**TASK TO CARRY OUT:**
A precise repetition of every line below is the required answer.

GIVEN ENTRIES Block Start

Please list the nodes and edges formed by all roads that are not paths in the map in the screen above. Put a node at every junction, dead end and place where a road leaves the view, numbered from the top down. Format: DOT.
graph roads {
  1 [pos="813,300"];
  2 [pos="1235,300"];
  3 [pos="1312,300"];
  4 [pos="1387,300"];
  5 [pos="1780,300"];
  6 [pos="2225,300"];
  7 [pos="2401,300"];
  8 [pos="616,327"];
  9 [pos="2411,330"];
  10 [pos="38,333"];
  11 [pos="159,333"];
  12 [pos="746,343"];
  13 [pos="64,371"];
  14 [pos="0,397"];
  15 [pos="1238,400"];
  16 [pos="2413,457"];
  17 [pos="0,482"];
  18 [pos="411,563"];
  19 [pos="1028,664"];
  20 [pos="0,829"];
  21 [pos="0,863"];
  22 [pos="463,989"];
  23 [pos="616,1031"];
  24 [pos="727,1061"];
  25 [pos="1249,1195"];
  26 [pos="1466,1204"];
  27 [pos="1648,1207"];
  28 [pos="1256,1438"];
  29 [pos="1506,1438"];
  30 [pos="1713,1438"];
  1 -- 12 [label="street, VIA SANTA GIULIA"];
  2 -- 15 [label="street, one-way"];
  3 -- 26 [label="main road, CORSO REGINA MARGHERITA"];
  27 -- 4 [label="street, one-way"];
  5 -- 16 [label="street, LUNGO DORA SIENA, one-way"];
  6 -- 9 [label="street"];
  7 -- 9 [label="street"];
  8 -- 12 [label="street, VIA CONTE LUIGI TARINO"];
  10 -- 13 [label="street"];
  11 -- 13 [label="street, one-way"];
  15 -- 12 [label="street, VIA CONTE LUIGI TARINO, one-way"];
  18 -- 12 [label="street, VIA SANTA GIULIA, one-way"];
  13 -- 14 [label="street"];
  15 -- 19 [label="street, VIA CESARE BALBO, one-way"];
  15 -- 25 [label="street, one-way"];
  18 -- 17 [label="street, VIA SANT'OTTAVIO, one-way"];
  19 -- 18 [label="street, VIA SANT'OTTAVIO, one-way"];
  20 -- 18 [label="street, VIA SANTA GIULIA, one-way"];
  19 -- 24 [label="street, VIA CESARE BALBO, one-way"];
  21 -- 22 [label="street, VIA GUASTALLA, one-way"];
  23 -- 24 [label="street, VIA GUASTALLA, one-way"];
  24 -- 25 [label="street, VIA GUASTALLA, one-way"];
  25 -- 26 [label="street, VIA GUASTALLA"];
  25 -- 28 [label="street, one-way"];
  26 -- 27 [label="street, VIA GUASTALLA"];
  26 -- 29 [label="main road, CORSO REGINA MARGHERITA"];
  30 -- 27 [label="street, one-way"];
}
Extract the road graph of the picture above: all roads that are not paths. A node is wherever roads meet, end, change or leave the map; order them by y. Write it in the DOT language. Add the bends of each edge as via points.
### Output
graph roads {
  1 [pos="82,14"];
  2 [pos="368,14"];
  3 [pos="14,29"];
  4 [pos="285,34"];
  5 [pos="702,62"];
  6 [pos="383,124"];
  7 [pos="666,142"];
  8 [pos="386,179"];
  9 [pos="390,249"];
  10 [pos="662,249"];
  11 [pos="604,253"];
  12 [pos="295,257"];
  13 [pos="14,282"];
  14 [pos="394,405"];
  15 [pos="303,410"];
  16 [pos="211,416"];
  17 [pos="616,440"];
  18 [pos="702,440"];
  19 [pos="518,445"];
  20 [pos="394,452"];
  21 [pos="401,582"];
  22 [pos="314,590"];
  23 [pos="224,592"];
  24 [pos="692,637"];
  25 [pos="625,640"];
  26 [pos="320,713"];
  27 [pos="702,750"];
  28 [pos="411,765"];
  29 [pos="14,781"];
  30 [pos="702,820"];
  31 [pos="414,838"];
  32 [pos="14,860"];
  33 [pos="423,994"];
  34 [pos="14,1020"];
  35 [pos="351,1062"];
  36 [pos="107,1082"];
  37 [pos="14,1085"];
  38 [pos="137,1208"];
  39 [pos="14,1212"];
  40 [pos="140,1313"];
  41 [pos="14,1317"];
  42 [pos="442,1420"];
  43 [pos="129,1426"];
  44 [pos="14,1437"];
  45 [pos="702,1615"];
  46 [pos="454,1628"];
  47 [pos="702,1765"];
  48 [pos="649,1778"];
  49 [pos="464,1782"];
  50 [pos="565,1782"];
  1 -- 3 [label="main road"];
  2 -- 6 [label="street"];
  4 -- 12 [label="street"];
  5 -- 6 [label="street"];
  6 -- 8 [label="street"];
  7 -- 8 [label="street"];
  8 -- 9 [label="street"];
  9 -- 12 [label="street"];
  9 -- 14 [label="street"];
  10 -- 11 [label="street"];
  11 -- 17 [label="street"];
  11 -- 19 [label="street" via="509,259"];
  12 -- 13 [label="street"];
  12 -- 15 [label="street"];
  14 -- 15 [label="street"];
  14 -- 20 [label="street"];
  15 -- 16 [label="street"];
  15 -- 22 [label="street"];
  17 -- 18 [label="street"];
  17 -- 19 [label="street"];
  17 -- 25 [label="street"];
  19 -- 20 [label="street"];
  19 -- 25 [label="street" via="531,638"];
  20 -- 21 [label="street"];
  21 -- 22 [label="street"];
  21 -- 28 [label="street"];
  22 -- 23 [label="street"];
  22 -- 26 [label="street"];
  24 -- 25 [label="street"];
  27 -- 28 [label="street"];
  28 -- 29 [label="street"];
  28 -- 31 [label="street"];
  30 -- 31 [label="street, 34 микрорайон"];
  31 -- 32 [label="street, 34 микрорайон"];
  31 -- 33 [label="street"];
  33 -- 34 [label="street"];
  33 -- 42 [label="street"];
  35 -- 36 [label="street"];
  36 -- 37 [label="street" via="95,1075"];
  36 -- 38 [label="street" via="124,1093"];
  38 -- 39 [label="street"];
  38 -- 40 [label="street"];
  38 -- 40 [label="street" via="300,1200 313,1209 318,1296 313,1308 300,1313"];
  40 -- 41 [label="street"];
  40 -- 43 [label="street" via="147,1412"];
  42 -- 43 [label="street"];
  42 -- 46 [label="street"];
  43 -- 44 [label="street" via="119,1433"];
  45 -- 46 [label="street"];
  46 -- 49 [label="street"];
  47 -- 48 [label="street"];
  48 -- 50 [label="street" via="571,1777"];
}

GIVEN ENTRIES Block End

**EXERCISE RESULT:**
Please list the nodes and edges formed by all roads that are not paths in the map in the screen above. Put a node at every junction, dead end and place where a road leaves the view, numbered from the top down. Format: DOT.
graph roads {
  1 [pos="813,300"];
  2 [pos="1235,300"];
  3 [pos="1312,300"];
  4 [pos="1387,300"];
  5 [pos="1780,300"];
  6 [pos="2225,300"];
  7 [pos="2401,300"];
  8 [pos="616,327"];
  9 [pos="2411,330"];
  10 [pos="38,333"];
  11 [pos="159,333"];
  12 [pos="746,343"];
  13 [pos="64,371"];
  14 [pos="0,397"];
  15 [pos="1238,400"];
  16 [pos="2413,457"];
  17 [pos="0,482"];
  18 [pos="411,563"];
  19 [pos="1028,664"];
  20 [pos="0,829"];
  21 [pos="0,863"];
  22 [pos="463,989"];
  23 [pos="616,1031"];
  24 [pos="727,1061"];
  25 [pos="1249,1195"];
  26 [pos="1466,1204"];
  27 [pos="1648,1207"];
  28 [pos="1256,1438"];
  29 [pos="1506,1438"];
  30 [pos="1713,1438"];
  1 -- 12 [label="street, VIA SANTA GIULIA"];
  2 -- 15 [label="street, one-way"];
  3 -- 26 [label="main road, CORSO REGINA MARGHERITA"];
  27 -- 4 [label="street, one-way"];
  5 -- 16 [label="street, LUNGO DORA SIENA, one-way"];
  6 -- 9 [label="street"];
  7 -- 9 [label="street"];
  8 -- 12 [label="street, VIA CONTE LUIGI TARINO"];
  10 -- 13 [label="street"];
  11 -- 13 [label="street, one-way"];
  15 -- 12 [label="street, VIA CONTE LUIGI TARINO, one-way"];
  18 -- 12 [label="street, VIA SANTA GIULIA, one-way"];
  13 -- 14 [label="street"];
  15 -- 19 [label="street, VIA CESARE BALBO, one-way"];
  15 -- 25 [label="street, one-way"];
  18 -- 17 [label="street, VIA SANT'OTTAVIO, one-way"];
  19 -- 18 [label="street, VIA SANT'OTTAVIO, one-way"];
  20 -- 18 [label="street, VIA SANTA GIULIA, one-way"];
  19 -- 24 [label="street, VIA CESARE BALBO, one-way"];
  21 -- 22 [label="street, VIA GUASTALLA, one-way"];
  23 -- 24 [label="street, VIA GUASTALLA, one-way"];
  24 -- 25 [label="street, VIA GUASTALLA, one-way"];
  25 -- 26 [label="street, VIA GUASTALLA"];
  25 -- 28 [label="street, one-way"];
  26 -- 27 [label="street, VIA GUASTALLA"];
  26 -- 29 [label="main road, CORSO REGINA MARGHERITA"];
  30 -- 27 [label="street, one-way"];
}
Extract the road graph of the picture above: all roads that are not paths. A node is wherever roads meet, end, change or leave the map; order them by y. Write it in the DOT language. Add the bends of each edge as via points.
### Output
graph roads {
  1 [pos="82,14"];
  2 [pos="368,14"];
  3 [pos="14,29"];
  4 [pos="285,34"];
  5 [pos="702,62"];
  6 [pos="383,124"];
  7 [pos="666,142"];
  8 [pos="386,179"];
  9 [pos="390,249"];
  10 [pos="662,249"];
  11 [pos="604,253"];
  12 [pos="295,257"];
  13 [pos="14,282"];
  14 [pos="394,405"];
  15 [pos="303,410"];
  16 [pos="211,416"];
  17 [pos="616,440"];
  18 [pos="702,440"];
  19 [pos="518,445"];
  20 [pos="394,452"];
  21 [pos="401,582"];
  22 [pos="314,590"];
  23 [pos="224,592"];
  24 [pos="692,637"];
  25 [pos="625,640"];
  26 [pos="320,713"];
  27 [pos="702,750"];
  28 [pos="411,765"];
  29 [pos="14,781"];
  30 [pos="702,820"];
  31 [pos="414,838"];
  32 [pos="14,860"];
  33 [pos="423,994"];
  34 [pos="14,1020"];
  35 [pos="351,1062"];
  36 [pos="107,1082"];
  37 [pos="14,1085"];
  38 [pos="137,1208"];
  39 [pos="14,1212"];
  40 [pos="140,1313"];
  41 [pos="14,1317"];
  42 [pos="442,1420"];
  43 [pos="129,1426"];
  44 [pos="14,1437"];
  45 [pos="702,1615"];
  46 [pos="454,1628"];
  47 [pos="702,1765"];
  48 [pos="649,1778"];
  49 [pos="464,1782"];
  50 [pos="565,1782"];
  1 -- 3 [label="main road"];
  2 -- 6 [label="street"];
  4 -- 12 [label="street"];
  5 -- 6 [label="street"];
  6 -- 8 [label="street"];
  7 -- 8 [label="street"];
  8 -- 9 [label="street"];
  9 -- 12 [label="street"];
  9 -- 14 [label="street"];
  10 -- 11 [label="street"];
  11 -- 17 [label="street"];
  11 -- 19 [label="street" via="509,259"];
  12 -- 13 [label="street"];
  12 -- 15 [label="street"];
  14 -- 15 [label="street"];
  14 -- 20 [label="street"];
  15 -- 16 [label="street"];
  15 -- 22 [label="street"];
  17 -- 18 [label="street"];
  17 -- 19 [label="street"];
  17 -- 25 [label="street"];
  19 -- 20 [label="street"];
  19 -- 25 [label="street" via="531,638"];
  20 -- 21 [label="street"];
  21 -- 22 [label="street"];
  21 -- 28 [label="street"];
  22 -- 23 [label="street"];
  22 -- 26 [label="street"];
  24 -- 25 [label="street"];
  27 -- 28 [label="street"];
  28 -- 29 [label="street"];
  28 -- 31 [label="street"];
  30 -- 31 [label="street, 34 микрорайон"];
  31 -- 32 [label="street, 34 микрорайон"];
  31 -- 33 [label="street"];
  33 -- 34 [label="street"];
  33 -- 42 [label="street"];
  35 -- 36 [label="street"];
  36 -- 37 [label="street" via="95,1075"];
  36 -- 38 [label="street" via="124,1093"];
  38 -- 39 [label="street"];
  38 -- 40 [label="street"];
  38 -- 40 [label="street" via="300,1200 313,1209 318,1296 313,1308 300,1313"];
  40 -- 41 [label="street"];
  40 -- 43 [label="street" via="147,1412"];
  42 -- 43 [label="street"];
  42 -- 46 [label="street"];
  43 -- 44 [label="street" via="119,1433"];
  45 -- 46 [label="street"];
  46 -- 49 [label="street"];
  47 -- 48 [label="street"];
  48 -- 50 [label="street" via="571,1777"];
}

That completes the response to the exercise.